MODEL DINAMIS PENGELOLAAN SAMPAH UNTUK
MENGURANGI BEBAN PENUMPUKAN
ABSTRAK
Tingginya volume sampah yang
dihasilkan baik oleh industri maupun masyarakat merupakan
permasalahan umum yang dijumpai
di hampir semua kota, terutama di kota-kota besar seperti Jakarta.
Disamping dipengaruhi oleh daya
beli masyarakat, permasalahan tingginya volume sampah juga dipengaruhi
oleh tingkat pertumbuhan
penduduk. Permasalahan ini semakin dipersulit dengan terbatasnya Tempat
Pembuangan Akhir (TPA) yang
tersedia. Untuk itu diperlukan suatu alternatif pengelolaan sampah yang
dapat menurunkan tingkat
penumpukan sampah di TPA. Dalam penelitian ini dilakukan analisis pengelolaan
sampah untuk mengurangi beban
penumpukan sampah di TPA dengan menggunakan simulasi berdasarkan
pendekatan sistem dinamis. Hasil
simulasi selanjutnya akan digunakan untuk melihat kelayakan dari setiap
alternatif pengelolaan sampah
berdasarkan perhitungan Cost-Benefit ratio (B/C), sedangkan untuk
mengetahui pandangan masyarakat
terhadap alternatif pengolahan sampah (dilihat dari aspek sosial,
ekonomi, lingkungan dan
teknologi), maka dilakukan pula proses pembobotan dengan Analytic Hierarchy
Process (AHP). Sebagai
studi kasus dipilih TPA Bantar Gebang yang berfungsi untuk menampung sampah
yang dihasilkan oleh DKI Jakarta.
Dengan menggunakan simulasi didapatkan proyeksi sampah yang
dihasilkan dan akan dibuang ke
TPA Bantar Gebang untuk berbagai skenario hingga tahun 2025.
Berdasarkan hasil analisa, baik
dengan sistem dinamis maupun dengan Analytic Hierarchy Process (AHP)
dan Benefit-Cost ratio (B/C),
maka sebaiknya pengelolaan sampah di DKI dilakukan secara bertahap,
pertama adalah dengan pengomposan
dan kemudian dengan incenerator.
Kata kunci: kompos,
incenerator, recycle, simulasi, sistem dinamis.
1. PENDAHULUAN
Tingkat pertumbuhan penduduk
sangat berpengaruh pada volume sampah yang merupakan
hasil dari konsumsi penduduk.
Sebagai kota metropolitan, Jakarta pada tahun 1985 menghasilkan
sampah sejumlah 18500 m3 per hari
dan pada tahun 2000 meningkat menjadi 25700 m3 per hari.
Jika dihitung dalam setahun, maka
volume sampah tahun 2000 mencapai 170 kali besar Candi
Borobudur (volume Candi Borobudur
= 55000 m3).
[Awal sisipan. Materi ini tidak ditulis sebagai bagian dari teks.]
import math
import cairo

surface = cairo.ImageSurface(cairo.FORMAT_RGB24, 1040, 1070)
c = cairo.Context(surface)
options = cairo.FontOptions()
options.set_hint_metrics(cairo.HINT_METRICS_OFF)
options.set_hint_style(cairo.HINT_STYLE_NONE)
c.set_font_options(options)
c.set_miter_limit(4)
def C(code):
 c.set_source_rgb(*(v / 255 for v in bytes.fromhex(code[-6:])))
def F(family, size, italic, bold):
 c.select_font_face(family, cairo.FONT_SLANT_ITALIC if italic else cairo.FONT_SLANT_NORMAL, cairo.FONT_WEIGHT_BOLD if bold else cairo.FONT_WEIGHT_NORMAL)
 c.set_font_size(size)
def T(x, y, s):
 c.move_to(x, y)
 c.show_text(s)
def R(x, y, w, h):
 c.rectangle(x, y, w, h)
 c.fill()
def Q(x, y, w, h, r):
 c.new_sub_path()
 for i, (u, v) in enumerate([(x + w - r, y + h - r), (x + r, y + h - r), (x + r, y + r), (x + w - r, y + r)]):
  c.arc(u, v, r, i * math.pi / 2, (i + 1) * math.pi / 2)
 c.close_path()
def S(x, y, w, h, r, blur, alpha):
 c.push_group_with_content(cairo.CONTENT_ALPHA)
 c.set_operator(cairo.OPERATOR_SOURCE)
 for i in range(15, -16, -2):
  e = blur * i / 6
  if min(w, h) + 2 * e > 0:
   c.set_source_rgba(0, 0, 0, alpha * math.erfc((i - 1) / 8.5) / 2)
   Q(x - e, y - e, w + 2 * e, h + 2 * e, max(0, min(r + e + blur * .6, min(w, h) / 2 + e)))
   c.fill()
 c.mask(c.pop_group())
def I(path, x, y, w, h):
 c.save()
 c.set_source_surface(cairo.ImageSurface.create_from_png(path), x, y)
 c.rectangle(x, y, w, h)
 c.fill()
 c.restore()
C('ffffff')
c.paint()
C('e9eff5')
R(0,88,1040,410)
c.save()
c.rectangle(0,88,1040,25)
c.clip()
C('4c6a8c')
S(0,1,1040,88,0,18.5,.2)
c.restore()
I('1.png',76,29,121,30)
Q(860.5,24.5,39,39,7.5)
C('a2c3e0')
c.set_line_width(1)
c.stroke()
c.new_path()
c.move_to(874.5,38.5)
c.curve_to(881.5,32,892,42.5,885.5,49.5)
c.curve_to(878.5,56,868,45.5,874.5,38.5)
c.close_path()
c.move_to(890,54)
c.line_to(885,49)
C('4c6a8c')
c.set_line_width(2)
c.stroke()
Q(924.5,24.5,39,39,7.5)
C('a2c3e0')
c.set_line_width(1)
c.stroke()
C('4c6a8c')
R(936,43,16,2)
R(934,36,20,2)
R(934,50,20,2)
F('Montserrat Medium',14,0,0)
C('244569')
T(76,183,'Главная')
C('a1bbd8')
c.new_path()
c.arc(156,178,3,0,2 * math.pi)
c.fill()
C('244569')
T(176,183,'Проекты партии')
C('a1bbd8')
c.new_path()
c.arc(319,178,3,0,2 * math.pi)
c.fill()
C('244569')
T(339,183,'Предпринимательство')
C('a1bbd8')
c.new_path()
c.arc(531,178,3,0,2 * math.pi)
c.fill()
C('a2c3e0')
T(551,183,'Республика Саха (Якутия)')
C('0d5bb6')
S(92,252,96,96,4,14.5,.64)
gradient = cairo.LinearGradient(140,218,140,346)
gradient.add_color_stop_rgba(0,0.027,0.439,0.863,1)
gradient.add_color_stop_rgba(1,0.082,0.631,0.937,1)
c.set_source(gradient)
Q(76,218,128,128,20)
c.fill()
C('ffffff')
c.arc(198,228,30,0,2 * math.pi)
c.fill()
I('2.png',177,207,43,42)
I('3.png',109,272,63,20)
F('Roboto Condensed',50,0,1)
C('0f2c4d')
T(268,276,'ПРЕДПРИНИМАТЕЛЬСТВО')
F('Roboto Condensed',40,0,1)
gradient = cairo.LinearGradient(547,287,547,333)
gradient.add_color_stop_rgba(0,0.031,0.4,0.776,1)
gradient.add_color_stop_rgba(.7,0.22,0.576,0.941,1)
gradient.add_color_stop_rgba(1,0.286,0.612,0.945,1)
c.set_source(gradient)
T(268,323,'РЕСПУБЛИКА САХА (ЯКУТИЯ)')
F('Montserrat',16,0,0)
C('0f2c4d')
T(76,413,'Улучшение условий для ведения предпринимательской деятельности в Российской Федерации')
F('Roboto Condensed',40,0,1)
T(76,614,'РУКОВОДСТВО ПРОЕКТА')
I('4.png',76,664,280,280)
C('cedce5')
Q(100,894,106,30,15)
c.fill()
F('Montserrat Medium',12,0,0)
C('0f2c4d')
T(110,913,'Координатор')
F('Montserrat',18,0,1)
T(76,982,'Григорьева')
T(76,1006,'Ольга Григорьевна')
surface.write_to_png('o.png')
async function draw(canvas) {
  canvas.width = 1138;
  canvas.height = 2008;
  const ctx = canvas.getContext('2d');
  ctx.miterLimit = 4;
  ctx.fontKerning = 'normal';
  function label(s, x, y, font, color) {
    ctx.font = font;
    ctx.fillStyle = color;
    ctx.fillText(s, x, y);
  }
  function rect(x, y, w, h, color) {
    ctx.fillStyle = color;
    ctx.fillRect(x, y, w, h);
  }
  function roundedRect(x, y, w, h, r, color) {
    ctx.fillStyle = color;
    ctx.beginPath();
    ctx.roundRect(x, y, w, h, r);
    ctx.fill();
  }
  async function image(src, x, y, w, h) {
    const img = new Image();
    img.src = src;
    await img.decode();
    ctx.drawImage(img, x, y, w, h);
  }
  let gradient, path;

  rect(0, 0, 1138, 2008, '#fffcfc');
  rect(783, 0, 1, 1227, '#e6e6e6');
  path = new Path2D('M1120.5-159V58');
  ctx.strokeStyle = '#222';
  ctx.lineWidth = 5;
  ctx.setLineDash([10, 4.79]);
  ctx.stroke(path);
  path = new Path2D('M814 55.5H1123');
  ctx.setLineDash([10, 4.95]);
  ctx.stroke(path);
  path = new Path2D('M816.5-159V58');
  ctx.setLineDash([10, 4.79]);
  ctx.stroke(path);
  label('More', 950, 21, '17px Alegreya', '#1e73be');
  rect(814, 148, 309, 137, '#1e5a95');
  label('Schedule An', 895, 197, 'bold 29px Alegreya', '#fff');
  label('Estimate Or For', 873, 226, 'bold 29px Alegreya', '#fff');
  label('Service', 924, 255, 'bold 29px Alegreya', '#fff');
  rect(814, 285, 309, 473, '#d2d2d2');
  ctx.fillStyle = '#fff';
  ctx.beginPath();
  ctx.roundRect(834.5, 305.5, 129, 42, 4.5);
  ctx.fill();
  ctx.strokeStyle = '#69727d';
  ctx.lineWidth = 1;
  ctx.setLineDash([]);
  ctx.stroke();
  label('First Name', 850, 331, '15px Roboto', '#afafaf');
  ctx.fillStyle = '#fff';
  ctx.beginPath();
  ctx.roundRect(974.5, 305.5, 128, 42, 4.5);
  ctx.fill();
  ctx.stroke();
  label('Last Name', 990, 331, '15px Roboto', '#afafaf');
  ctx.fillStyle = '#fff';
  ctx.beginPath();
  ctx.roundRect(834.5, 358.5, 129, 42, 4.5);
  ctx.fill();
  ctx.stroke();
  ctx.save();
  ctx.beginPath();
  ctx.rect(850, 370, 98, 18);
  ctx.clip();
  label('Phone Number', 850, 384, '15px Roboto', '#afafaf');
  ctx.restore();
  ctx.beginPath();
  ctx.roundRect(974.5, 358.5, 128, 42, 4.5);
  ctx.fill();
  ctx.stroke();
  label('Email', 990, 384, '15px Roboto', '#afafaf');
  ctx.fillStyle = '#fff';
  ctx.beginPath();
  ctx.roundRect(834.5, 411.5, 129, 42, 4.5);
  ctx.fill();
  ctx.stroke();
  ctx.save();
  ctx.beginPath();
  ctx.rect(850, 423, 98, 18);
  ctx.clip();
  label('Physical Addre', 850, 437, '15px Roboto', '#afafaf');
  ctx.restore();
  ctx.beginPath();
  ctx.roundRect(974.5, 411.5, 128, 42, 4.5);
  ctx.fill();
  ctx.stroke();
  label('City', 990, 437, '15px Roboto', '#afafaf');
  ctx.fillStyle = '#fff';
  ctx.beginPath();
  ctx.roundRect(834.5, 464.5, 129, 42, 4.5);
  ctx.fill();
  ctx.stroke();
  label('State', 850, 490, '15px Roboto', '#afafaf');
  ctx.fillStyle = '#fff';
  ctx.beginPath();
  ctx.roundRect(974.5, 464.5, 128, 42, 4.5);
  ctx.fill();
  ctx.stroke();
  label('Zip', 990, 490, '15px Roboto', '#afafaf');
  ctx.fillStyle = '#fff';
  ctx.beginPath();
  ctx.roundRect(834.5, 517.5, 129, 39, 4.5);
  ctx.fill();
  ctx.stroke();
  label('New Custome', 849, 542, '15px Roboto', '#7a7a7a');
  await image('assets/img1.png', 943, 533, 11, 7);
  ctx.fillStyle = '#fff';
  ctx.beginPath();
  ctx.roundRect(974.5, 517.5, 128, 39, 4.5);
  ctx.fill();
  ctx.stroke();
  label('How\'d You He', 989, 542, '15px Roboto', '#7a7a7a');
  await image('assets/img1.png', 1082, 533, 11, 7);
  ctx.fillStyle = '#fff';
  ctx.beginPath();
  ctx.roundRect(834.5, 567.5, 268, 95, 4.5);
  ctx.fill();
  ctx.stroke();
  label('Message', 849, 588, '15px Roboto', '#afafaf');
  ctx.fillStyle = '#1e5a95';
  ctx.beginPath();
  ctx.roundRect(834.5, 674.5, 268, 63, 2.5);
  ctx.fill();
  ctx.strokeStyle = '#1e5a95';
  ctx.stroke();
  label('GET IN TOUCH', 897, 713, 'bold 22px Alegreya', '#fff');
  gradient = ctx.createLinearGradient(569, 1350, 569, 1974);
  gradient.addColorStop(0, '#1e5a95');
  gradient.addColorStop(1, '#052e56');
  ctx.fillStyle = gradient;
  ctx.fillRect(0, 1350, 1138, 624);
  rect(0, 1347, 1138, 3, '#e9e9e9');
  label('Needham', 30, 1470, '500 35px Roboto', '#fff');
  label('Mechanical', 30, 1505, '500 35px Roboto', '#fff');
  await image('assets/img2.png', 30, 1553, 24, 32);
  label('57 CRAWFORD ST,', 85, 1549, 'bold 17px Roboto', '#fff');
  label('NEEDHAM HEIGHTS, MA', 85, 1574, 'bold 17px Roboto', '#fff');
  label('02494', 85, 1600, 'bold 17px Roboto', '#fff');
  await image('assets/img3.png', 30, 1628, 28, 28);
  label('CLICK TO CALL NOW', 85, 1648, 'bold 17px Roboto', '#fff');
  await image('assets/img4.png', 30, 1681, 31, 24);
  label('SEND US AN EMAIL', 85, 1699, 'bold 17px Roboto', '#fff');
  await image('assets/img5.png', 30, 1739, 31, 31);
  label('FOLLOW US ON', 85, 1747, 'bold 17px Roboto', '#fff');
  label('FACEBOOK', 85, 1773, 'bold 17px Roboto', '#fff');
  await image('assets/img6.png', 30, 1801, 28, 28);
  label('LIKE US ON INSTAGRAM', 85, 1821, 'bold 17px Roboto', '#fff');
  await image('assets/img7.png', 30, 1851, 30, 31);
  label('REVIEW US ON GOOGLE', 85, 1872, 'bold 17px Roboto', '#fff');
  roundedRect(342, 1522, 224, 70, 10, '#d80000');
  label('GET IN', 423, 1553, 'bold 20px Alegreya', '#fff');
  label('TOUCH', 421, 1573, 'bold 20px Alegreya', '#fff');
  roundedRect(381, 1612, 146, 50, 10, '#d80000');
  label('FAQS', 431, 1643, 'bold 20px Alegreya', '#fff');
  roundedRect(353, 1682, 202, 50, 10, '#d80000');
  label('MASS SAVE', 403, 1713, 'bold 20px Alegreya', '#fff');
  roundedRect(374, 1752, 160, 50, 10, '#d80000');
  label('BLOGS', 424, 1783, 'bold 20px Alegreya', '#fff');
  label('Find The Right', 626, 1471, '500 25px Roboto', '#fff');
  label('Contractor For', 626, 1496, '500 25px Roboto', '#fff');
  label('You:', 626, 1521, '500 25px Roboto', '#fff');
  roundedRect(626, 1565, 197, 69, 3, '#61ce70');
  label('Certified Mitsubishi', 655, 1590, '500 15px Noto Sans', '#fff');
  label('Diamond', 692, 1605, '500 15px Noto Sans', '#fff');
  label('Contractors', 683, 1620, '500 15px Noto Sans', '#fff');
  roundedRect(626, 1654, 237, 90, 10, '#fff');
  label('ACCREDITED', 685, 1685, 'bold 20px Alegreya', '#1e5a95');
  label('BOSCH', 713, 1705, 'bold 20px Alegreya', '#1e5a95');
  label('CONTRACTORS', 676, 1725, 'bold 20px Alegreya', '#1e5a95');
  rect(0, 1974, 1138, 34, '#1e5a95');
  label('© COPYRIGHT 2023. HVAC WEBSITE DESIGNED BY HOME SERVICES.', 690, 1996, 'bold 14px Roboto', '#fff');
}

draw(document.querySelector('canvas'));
Luas lahan yang tersedia adalah 108 ha, TPA
Bantar Gebang Bekasi harus
menampung 6000 ton per hari (setara dengan 25650 m3). Sampah
6000 ton tersebut yang dapat di recycle
atau diolah kembali hanya sebesar 1000 ton per hari dan
dari 1000 ton tersebut hanya 450
ton saja yang dapat di olah kembali (Walhi, 2006).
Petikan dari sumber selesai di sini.